- [Exercise instructions]:
Copy each line below as written, but skip the pictures.

- [Study material]:
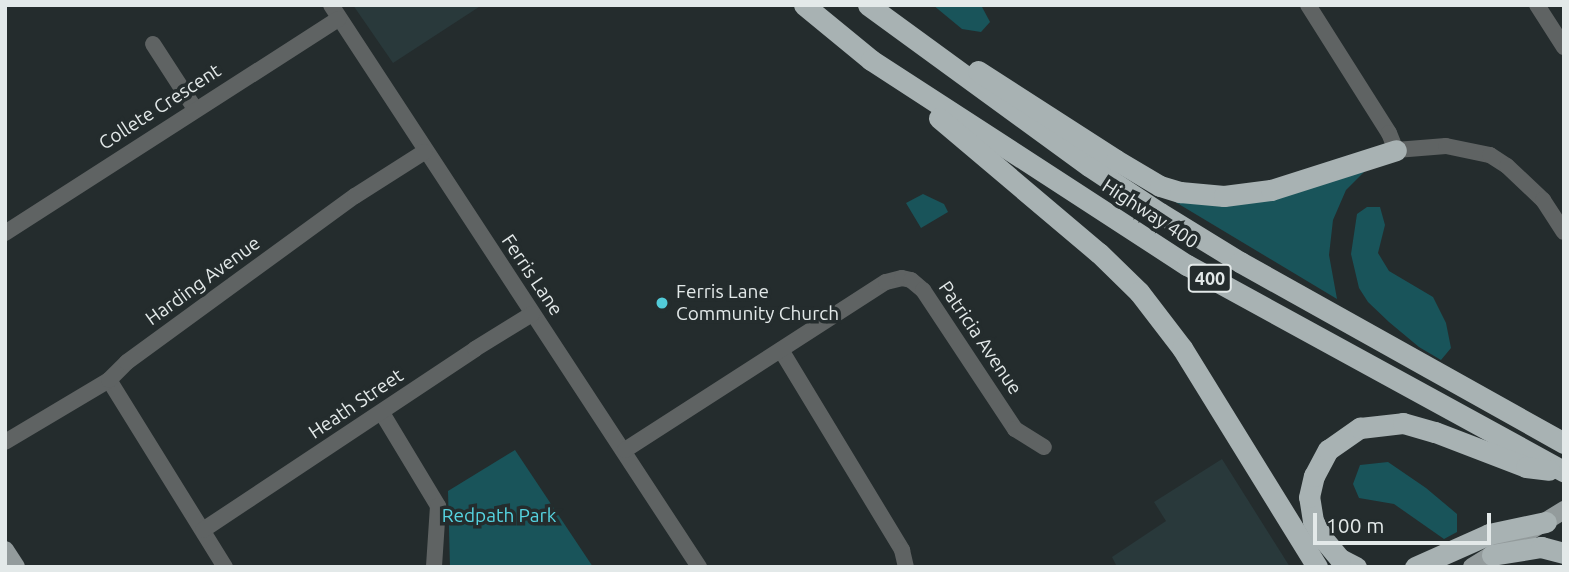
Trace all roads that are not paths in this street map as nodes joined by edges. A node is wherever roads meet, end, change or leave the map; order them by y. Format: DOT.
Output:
graph roads {
  1 [pos="804,5"];
  2 [pos="867,5"];
  3 [pos="1308,5"];
  4 [pos="1537,5"];
  5 [pos="335,12"];
  6 [pos="153,44"];
  7 [pos="919,45"];
  8 [pos="1564,47"];
  9 [pos="871,60"];
  10 [pos="195,109"];
  11 [pos="1396,150"];
  12 [pos="424,152"];
  13 [pos="1564,232"];
  14 [pos="5,233"];
  15 [pos="532,314"];
  16 [pos="781,350"];
  17 [pos="109,380"];
  18 [pos="382,413"];
  19 [pos="5,442"];
  20 [pos="1564,443"];
  21 [pos="1044,447"];
  22 [pos="625,450"];
  23 [pos="1564,471"];
  24 [pos="1564,510"];
  25 [pos="1546,522"];
  26 [pos="203,530"];
  27 [pos="5,550"];
  28 [pos="1564,553"];
  29 [pos="1492,555"];
  30 [pos="16,567"];
  31 [pos="225,567"];
  32 [pos="434,567"];
  33 [pos="699,567"];
  34 [pos="906,567"];
  35 [pos="1317,567"];
  36 [pos="1356,567"];
  37 [pos="1415,567"];
  38 [pos="1472,567"];
  1 -- 9 [label="highway, Highway 400 / 400"];
  2 -- 7 [label="highway, Highway 400 / 400"];
  3 -- 11 [label="street"];
  4 -- 8 [label="street"];
  5 -- 10 [label="street, Collete Crescent"];
  5 -- 12 [label="street, Ferris Lane"];
  6 -- 10 [label="street"];
  7 -- 11 [label="highway"];
  7 -- 20 [label="highway, Highway 400 / 400"];
  9 -- 23 [label="highway, Highway 400 / 400"];
  9 -- 35 [label="highway"];
  10 -- 14 [label="street, Collete Crescent"];
  11 -- 13 [label="street"];
  12 -- 15 [label="street, Ferris Lane"];
  12 -- 17 [label="street, Harding Avenue"];
  15 -- 18 [label="street, Heath Street"];
  15 -- 22 [label="street, Ferris Lane"];
  16 -- 21 [label="street, Patricia Avenue"];
  16 -- 22 [label="street, Patricia Avenue"];
  16 -- 34 [label="street"];
  17 -- 19 [label="street, Harding Avenue"];
  17 -- 26 [label="street"];
  18 -- 26 [label="street, Heath Street"];
  18 -- 32 [label="street"];
  22 -- 33 [label="street, Ferris Lane"];
  23 -- 36 [label="highway"];
  24 -- 25 [label="main road"];
  25 -- 29 [label="main road"];
  25 -- 37 [label="highway"];
  26 -- 31 [label="street"];
  27 -- 30 [label="main road"];
  28 -- 29 [label="highway"];
  29 -- 38 [label="main road"];
}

- [Problem solution]:
Trace all roads that are not paths in this street map as nodes joined by edges. A node is wherever roads meet, end, change or leave the map; order them by y. Format: DOT.
Output:
graph roads {
  1 [pos="804,5"];
  2 [pos="867,5"];
  3 [pos="1308,5"];
  4 [pos="1537,5"];
  5 [pos="335,12"];
  6 [pos="153,44"];
  7 [pos="919,45"];
  8 [pos="1564,47"];
  9 [pos="871,60"];
  10 [pos="195,109"];
  11 [pos="1396,150"];
  12 [pos="424,152"];
  13 [pos="1564,232"];
  14 [pos="5,233"];
  15 [pos="532,314"];
  16 [pos="781,350"];
  17 [pos="109,380"];
  18 [pos="382,413"];
  19 [pos="5,442"];
  20 [pos="1564,443"];
  21 [pos="1044,447"];
  22 [pos="625,450"];
  23 [pos="1564,471"];
  24 [pos="1564,510"];
  25 [pos="1546,522"];
  26 [pos="203,530"];
  27 [pos="5,550"];
  28 [pos="1564,553"];
  29 [pos="1492,555"];
  30 [pos="16,567"];
  31 [pos="225,567"];
  32 [pos="434,567"];
  33 [pos="699,567"];
  34 [pos="906,567"];
  35 [pos="1317,567"];
  36 [pos="1356,567"];
  37 [pos="1415,567"];
  38 [pos="1472,567"];
  1 -- 9 [label="highway, Highway 400 / 400"];
  2 -- 7 [label="highway, Highway 400 / 400"];
  3 -- 11 [label="street"];
  4 -- 8 [label="street"];
  5 -- 10 [label="street, Collete Crescent"];
  5 -- 12 [label="street, Ferris Lane"];
  6 -- 10 [label="street"];
  7 -- 11 [label="highway"];
  7 -- 20 [label="highway, Highway 400 / 400"];
  9 -- 23 [label="highway, Highway 400 / 400"];
  9 -- 35 [label="highway"];
  10 -- 14 [label="street, Collete Crescent"];
  11 -- 13 [label="street"];
  12 -- 15 [label="street, Ferris Lane"];
  12 -- 17 [label="street, Harding Avenue"];
  15 -- 18 [label="street, Heath Street"];
  15 -- 22 [label="street, Ferris Lane"];
  16 -- 21 [label="street, Patricia Avenue"];
  16 -- 22 [label="street, Patricia Avenue"];
  16 -- 34 [label="street"];
  17 -- 19 [label="street, Harding Avenue"];
  17 -- 26 [label="street"];
  18 -- 26 [label="street, Heath Street"];
  18 -- 32 [label="street"];
  22 -- 33 [label="street, Ferris Lane"];
  23 -- 36 [label="highway"];
  24 -- 25 [label="main road"];
  25 -- 29 [label="main road"];
  25 -- 37 [label="highway"];
  26 -- 31 [label="street"];
  27 -- 30 [label="main road"];
  28 -- 29 [label="highway"];
  29 -- 38 [label="main road"];
}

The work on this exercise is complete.